> **Action item**: In the records below, find each line holding the word "João" and copy it.

[Saved data entries]
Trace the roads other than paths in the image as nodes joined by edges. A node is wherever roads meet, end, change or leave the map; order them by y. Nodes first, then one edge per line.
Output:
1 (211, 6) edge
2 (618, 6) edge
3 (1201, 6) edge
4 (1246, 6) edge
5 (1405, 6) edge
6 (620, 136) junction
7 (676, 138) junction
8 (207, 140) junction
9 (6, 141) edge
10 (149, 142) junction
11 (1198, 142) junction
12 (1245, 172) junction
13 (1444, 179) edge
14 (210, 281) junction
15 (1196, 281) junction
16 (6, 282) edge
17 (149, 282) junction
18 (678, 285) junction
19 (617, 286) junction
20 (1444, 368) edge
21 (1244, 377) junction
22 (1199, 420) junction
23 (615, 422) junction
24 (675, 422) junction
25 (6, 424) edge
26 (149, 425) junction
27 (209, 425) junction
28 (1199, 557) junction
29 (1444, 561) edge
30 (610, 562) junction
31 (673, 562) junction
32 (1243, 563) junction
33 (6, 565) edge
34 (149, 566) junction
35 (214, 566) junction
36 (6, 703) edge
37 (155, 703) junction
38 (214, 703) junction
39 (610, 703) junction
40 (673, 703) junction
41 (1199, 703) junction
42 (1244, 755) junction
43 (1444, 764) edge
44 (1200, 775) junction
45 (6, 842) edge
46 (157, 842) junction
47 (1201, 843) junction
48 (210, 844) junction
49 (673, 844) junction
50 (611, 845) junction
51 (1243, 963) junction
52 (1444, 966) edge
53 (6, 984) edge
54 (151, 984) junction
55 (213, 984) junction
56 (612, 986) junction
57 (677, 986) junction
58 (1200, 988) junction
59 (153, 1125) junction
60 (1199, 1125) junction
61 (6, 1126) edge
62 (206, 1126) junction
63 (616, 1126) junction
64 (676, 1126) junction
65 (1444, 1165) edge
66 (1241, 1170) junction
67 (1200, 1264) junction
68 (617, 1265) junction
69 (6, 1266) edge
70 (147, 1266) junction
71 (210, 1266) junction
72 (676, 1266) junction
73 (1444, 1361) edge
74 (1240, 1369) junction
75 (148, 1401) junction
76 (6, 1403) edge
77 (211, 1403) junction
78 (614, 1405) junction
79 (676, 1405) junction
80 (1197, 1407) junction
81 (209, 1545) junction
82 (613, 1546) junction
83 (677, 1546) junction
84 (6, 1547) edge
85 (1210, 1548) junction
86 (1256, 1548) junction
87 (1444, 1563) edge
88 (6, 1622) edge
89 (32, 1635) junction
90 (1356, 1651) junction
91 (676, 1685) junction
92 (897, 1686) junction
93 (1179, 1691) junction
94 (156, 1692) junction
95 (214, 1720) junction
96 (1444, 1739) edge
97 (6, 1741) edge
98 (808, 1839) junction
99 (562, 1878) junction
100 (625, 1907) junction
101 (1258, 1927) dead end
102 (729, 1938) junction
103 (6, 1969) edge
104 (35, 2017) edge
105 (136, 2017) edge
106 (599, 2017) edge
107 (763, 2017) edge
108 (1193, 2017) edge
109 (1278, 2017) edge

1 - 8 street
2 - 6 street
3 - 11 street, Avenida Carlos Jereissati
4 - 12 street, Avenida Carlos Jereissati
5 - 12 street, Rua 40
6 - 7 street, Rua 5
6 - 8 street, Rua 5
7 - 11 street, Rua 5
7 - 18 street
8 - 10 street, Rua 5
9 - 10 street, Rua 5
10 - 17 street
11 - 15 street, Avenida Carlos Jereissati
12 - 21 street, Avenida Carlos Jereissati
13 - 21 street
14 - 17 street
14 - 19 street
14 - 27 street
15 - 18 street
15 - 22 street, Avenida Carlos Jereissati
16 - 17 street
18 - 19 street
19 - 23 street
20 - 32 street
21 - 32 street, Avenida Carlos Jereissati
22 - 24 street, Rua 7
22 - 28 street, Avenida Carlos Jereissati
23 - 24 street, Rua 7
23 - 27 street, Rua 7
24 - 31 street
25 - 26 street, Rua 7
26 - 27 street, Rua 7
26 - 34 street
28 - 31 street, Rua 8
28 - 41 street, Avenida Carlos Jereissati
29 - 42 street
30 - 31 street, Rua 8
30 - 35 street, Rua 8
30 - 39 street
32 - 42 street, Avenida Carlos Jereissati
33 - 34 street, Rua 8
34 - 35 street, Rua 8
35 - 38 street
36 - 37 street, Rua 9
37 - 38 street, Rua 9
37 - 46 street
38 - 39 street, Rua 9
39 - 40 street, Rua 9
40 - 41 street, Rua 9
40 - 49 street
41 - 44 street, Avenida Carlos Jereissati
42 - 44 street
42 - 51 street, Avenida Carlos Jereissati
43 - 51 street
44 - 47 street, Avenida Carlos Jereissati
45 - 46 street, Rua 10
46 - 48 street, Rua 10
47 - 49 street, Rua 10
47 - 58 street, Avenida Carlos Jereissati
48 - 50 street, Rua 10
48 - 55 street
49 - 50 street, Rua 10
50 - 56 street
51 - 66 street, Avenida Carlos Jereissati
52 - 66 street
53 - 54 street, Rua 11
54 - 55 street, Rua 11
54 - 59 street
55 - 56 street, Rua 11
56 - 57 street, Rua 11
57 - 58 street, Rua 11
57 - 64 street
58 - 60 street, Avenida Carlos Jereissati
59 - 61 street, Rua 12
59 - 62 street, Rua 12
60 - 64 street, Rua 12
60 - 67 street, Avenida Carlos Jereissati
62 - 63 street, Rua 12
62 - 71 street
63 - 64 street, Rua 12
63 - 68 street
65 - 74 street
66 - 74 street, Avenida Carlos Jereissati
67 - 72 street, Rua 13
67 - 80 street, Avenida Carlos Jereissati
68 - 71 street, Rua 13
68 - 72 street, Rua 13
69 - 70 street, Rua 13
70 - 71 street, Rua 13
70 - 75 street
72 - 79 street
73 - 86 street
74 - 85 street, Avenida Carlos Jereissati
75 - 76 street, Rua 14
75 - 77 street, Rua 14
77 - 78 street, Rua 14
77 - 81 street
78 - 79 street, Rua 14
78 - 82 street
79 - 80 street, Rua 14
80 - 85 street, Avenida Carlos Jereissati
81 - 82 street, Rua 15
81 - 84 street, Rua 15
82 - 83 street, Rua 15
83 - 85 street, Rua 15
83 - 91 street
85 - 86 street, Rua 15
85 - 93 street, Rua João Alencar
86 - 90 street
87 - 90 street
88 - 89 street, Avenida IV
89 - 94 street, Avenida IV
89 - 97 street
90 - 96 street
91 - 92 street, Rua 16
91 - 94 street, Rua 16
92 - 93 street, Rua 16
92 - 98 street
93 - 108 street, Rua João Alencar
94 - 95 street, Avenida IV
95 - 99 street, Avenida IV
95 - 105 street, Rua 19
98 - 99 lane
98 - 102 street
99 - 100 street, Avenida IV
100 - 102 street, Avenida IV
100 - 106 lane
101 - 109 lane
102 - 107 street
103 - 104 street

> **Answer below**:
85 - 93 street, Rua João Alencar
93 - 108 street, Rua João Alencar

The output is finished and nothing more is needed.